[Collected data entries]
+--
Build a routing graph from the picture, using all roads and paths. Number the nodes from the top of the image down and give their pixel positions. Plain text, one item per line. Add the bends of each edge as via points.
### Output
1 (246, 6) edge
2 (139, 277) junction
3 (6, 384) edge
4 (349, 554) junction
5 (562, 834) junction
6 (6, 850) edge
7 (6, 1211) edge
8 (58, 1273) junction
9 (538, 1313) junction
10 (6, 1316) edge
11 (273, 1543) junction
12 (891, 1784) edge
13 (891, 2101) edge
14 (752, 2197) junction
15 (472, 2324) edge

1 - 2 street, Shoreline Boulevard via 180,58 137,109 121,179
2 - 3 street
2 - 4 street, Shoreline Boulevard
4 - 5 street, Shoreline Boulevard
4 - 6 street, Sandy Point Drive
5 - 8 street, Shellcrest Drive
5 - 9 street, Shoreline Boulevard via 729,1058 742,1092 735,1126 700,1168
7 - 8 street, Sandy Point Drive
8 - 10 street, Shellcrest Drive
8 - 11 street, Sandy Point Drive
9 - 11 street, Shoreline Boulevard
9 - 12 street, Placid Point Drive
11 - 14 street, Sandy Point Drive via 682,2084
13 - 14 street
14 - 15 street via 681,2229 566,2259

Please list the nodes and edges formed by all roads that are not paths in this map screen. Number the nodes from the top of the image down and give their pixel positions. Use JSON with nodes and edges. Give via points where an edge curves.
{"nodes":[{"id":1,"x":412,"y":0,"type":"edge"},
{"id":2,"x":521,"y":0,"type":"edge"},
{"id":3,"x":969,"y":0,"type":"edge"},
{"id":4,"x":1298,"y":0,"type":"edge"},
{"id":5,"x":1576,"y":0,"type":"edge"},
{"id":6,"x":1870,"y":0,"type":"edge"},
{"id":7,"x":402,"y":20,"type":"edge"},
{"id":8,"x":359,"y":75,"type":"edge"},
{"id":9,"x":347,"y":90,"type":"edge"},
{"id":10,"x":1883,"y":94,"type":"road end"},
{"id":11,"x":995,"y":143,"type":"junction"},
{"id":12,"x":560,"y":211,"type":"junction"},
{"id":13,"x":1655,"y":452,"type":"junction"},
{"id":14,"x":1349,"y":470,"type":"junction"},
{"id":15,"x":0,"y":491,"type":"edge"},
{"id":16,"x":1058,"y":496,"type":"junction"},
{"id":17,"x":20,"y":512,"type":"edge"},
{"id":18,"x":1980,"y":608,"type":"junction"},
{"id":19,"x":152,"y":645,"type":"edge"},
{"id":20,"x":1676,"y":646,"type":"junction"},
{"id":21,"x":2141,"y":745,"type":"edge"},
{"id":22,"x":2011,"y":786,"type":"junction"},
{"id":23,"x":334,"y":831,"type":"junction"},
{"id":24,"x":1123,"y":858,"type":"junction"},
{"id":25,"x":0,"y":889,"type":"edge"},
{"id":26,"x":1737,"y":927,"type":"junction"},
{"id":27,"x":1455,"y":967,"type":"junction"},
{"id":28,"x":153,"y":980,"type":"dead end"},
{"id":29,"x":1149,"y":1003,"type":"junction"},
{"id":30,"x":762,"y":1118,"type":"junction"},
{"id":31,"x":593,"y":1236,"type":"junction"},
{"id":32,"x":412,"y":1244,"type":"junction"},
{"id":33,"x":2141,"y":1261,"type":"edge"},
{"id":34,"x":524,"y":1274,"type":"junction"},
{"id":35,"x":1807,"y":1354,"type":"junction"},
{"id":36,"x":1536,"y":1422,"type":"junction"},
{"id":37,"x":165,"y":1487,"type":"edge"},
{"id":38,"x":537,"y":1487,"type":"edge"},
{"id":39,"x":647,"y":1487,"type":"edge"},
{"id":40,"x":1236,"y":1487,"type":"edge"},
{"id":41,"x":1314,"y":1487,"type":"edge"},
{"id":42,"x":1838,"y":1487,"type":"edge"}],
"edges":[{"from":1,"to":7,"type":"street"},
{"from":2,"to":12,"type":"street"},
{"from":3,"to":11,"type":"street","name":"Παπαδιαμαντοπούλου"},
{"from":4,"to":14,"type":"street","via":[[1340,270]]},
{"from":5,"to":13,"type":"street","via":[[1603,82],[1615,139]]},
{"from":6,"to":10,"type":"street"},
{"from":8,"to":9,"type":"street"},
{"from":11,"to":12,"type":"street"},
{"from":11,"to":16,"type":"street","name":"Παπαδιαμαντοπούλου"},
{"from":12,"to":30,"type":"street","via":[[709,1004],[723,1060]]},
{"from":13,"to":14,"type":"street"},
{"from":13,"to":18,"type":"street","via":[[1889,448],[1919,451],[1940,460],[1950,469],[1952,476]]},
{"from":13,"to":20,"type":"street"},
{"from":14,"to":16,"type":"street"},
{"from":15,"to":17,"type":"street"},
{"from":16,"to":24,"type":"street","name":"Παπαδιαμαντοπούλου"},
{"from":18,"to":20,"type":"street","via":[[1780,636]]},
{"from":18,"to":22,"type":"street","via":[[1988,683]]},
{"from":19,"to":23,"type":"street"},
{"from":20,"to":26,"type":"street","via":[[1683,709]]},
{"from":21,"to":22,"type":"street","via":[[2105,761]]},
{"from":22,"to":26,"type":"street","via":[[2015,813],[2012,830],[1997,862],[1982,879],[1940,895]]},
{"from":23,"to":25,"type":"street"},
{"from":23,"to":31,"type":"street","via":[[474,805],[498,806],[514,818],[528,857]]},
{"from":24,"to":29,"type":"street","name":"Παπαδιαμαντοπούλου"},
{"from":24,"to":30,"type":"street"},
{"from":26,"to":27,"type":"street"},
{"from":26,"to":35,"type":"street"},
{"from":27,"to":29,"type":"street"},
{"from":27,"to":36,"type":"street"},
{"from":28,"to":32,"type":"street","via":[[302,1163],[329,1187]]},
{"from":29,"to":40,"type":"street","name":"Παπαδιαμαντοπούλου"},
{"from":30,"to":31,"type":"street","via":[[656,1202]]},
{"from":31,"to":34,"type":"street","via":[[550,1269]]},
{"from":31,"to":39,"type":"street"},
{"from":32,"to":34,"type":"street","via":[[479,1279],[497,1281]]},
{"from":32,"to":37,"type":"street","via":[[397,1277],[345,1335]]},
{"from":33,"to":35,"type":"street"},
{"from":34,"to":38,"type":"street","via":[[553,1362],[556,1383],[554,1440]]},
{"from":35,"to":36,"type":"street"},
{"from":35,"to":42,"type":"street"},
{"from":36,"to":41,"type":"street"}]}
+--
* Problem to solve
Every line above that holds the word "pixel" needs to be copied.

* Answer to this task
Build a routing graph from the picture, using all roads and paths. Number the nodes from the top of the image down and give their pixel positions. Plain text, one item per line. Add the bends of each edge as via points.
Please list the nodes and edges formed by all roads that are not paths in this map screen. Number the nodes from the top of the image down and give their pixel positions. Use JSON with nodes and edges. Give via points where an edge curves.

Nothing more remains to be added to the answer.